[INFORMATION SUPPLIED Boundary: Start]

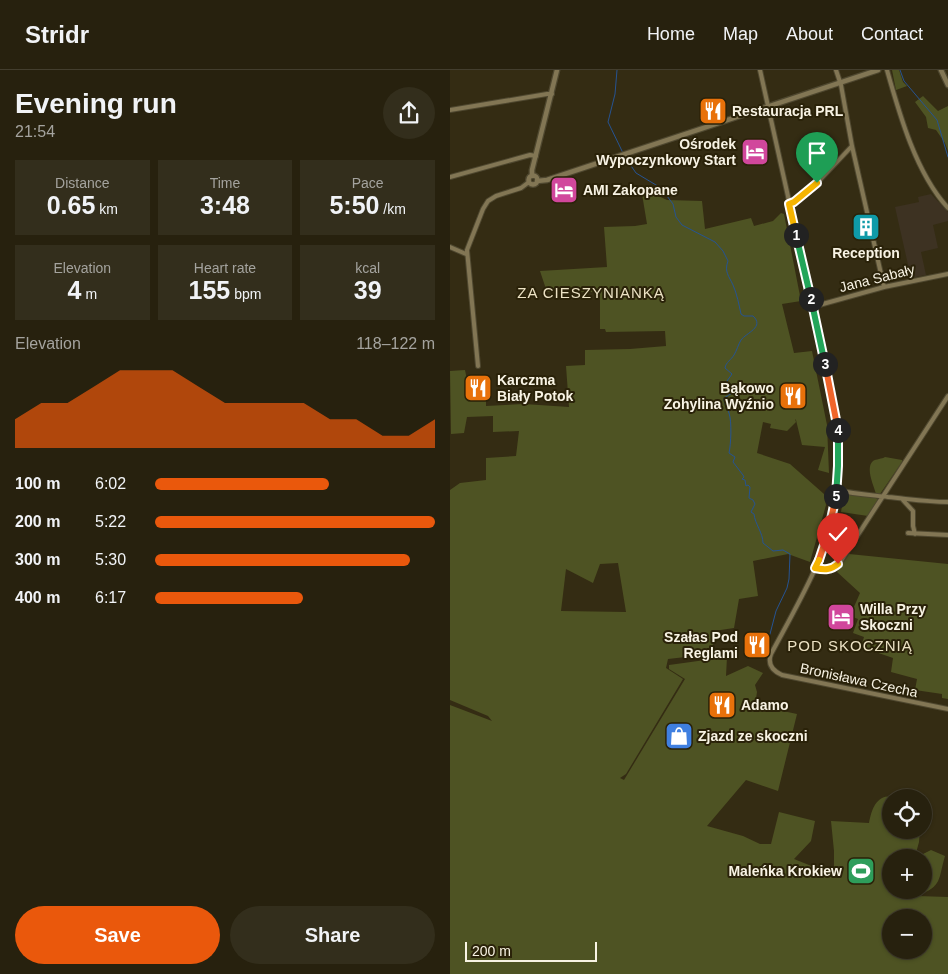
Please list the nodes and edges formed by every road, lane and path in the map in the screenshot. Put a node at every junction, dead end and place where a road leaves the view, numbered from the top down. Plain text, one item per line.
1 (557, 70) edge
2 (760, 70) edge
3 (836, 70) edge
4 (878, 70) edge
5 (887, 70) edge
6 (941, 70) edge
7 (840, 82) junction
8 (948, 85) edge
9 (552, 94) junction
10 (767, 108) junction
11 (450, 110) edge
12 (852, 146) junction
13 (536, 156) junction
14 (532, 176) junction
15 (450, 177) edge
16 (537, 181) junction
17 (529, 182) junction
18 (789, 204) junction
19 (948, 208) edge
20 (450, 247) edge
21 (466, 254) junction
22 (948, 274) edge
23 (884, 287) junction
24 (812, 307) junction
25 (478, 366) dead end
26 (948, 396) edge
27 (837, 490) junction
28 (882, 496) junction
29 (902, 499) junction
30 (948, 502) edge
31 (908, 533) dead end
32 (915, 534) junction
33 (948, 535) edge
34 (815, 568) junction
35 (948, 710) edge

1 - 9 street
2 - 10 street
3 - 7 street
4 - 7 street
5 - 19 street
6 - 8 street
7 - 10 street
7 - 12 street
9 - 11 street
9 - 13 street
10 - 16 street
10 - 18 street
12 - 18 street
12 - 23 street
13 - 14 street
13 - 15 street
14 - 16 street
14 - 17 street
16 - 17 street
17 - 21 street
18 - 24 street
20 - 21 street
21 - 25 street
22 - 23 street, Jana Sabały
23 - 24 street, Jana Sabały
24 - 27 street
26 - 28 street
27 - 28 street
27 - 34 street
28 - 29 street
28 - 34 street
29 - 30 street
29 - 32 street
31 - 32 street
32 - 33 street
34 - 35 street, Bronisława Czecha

[INFORMATION SUPPLIED Boundary: End]
[INFORMATION SUPPLIED Boundary: Start]

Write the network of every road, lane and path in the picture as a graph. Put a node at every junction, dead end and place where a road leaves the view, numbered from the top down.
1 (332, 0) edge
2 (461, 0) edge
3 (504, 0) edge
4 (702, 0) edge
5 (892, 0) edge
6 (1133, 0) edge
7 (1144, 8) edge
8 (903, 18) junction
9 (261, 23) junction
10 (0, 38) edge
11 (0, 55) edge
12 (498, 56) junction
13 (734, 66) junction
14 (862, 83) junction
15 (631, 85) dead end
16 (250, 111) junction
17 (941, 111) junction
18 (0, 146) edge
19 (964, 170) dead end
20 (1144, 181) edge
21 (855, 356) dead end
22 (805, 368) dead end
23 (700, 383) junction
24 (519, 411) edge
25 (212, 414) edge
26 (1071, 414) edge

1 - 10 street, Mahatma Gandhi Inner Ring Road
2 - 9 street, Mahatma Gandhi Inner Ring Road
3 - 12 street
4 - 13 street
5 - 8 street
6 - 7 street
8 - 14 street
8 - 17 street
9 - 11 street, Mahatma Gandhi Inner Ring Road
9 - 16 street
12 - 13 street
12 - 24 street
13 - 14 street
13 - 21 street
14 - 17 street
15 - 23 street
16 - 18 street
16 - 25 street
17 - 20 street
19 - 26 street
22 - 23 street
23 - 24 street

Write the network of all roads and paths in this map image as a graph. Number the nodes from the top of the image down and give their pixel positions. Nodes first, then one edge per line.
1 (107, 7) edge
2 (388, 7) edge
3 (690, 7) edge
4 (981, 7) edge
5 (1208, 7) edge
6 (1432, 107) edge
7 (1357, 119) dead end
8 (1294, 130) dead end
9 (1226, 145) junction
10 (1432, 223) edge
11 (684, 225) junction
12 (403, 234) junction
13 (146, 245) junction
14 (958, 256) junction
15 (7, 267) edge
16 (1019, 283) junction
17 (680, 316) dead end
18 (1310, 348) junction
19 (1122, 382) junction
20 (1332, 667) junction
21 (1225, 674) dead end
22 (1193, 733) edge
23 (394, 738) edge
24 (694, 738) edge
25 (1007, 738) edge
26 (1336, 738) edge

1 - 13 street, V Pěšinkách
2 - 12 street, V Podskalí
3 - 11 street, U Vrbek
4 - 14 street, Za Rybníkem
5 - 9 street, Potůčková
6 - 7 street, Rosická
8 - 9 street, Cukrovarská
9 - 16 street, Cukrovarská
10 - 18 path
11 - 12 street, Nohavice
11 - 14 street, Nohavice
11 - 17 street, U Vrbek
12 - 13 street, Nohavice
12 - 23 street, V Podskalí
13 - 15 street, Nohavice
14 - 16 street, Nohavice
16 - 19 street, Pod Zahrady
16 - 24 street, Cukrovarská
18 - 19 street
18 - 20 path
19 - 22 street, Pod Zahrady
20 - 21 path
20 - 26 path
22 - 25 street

[INFORMATION SUPPLIED Boundary: End]
[INFORMATION SUPPLIED Boundary: Start]

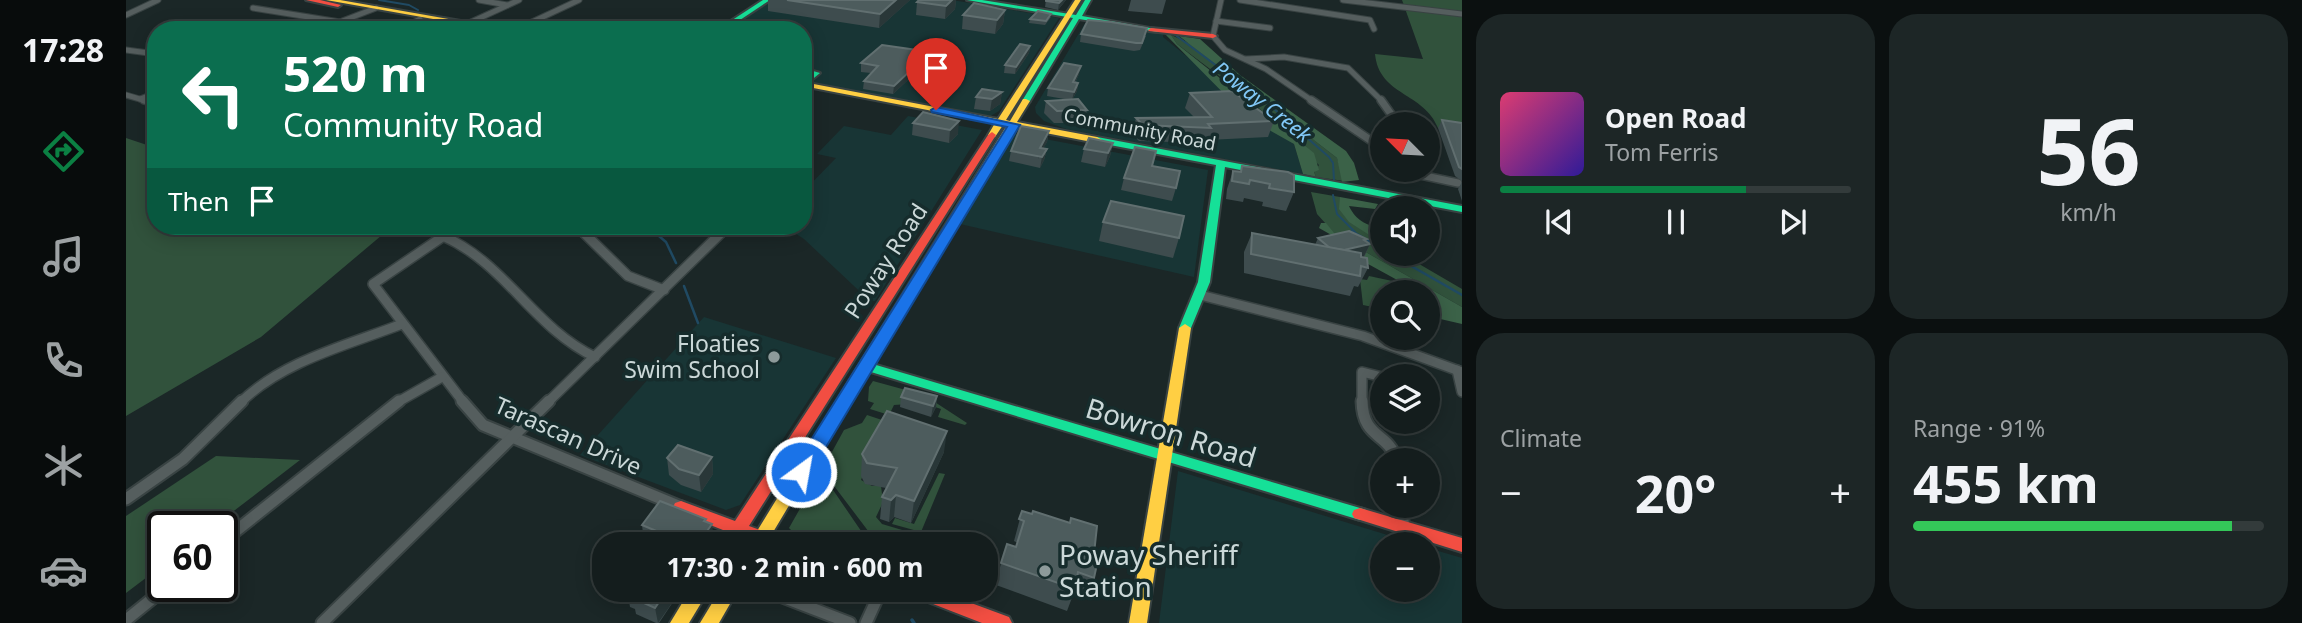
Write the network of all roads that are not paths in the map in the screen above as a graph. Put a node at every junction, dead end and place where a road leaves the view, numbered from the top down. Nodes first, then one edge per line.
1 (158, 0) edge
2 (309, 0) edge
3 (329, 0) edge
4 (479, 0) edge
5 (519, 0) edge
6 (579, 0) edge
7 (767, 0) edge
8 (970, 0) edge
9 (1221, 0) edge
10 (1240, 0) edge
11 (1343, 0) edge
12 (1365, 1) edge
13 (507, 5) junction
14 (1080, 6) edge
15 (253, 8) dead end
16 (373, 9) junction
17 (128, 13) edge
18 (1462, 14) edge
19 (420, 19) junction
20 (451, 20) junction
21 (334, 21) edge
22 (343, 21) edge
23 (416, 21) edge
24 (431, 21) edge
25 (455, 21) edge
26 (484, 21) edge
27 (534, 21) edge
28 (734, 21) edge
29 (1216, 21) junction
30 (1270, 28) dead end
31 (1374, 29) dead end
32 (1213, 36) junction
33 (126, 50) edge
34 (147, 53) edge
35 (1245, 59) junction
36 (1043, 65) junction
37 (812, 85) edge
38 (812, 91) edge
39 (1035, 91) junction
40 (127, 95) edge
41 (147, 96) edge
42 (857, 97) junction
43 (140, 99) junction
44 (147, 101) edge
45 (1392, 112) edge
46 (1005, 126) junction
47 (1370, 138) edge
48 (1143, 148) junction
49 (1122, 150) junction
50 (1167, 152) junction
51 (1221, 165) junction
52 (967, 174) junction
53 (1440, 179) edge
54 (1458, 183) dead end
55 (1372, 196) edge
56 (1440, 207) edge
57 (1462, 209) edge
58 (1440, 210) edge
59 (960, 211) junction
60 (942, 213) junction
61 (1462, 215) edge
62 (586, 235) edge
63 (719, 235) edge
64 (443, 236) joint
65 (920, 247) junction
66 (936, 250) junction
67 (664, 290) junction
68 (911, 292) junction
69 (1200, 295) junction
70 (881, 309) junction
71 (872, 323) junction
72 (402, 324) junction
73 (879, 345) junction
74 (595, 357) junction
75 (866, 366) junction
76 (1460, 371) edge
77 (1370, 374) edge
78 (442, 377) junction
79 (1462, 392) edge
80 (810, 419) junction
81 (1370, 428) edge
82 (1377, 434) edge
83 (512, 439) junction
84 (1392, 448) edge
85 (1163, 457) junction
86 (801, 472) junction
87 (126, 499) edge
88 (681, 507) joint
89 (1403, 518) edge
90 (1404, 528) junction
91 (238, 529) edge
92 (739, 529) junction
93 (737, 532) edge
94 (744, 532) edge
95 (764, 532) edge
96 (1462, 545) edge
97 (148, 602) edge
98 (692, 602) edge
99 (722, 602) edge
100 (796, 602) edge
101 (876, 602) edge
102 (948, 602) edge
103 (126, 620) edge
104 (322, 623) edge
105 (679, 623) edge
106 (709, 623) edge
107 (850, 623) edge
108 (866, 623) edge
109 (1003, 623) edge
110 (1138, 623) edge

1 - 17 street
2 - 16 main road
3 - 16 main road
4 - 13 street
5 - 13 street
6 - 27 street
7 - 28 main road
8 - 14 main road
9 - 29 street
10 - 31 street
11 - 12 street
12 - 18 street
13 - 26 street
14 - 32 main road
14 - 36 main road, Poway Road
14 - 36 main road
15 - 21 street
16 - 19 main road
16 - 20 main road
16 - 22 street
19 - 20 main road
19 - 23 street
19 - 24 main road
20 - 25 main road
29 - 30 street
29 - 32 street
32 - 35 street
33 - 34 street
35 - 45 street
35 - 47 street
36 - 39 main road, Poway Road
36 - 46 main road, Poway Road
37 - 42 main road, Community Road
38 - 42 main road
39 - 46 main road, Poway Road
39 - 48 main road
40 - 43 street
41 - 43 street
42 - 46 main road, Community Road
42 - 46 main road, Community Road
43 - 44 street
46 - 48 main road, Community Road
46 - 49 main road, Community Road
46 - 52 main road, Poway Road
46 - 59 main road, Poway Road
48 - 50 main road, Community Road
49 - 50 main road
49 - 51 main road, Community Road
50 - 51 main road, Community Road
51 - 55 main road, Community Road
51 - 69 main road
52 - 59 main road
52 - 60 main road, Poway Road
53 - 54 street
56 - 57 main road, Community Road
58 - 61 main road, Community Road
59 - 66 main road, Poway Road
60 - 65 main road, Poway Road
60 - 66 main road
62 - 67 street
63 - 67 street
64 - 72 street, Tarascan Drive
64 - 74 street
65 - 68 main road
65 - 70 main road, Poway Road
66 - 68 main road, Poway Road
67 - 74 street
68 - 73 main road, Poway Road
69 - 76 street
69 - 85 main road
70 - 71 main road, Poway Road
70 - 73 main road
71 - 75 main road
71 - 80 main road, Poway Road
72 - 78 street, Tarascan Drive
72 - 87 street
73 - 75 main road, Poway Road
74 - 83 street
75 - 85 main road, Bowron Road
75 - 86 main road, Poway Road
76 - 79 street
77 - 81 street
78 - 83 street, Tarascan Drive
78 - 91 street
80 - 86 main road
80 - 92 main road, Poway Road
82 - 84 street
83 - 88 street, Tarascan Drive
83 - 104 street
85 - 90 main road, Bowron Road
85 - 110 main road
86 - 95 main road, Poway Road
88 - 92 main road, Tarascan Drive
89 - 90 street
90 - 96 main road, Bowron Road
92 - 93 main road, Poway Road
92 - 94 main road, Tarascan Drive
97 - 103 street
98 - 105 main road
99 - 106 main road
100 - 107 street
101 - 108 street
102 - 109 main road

[INFORMATION SUPPLIED Boundary: End]

__ABOUT THIS EXERCISE__
Look through the entries and return every line where "Nohavice" appears.

__RESPONSE AREA__
11 - 12 street, Nohavice
11 - 14 street, Nohavice
12 - 13 street, Nohavice
13 - 15 street, Nohavice
14 - 16 street, Nohavice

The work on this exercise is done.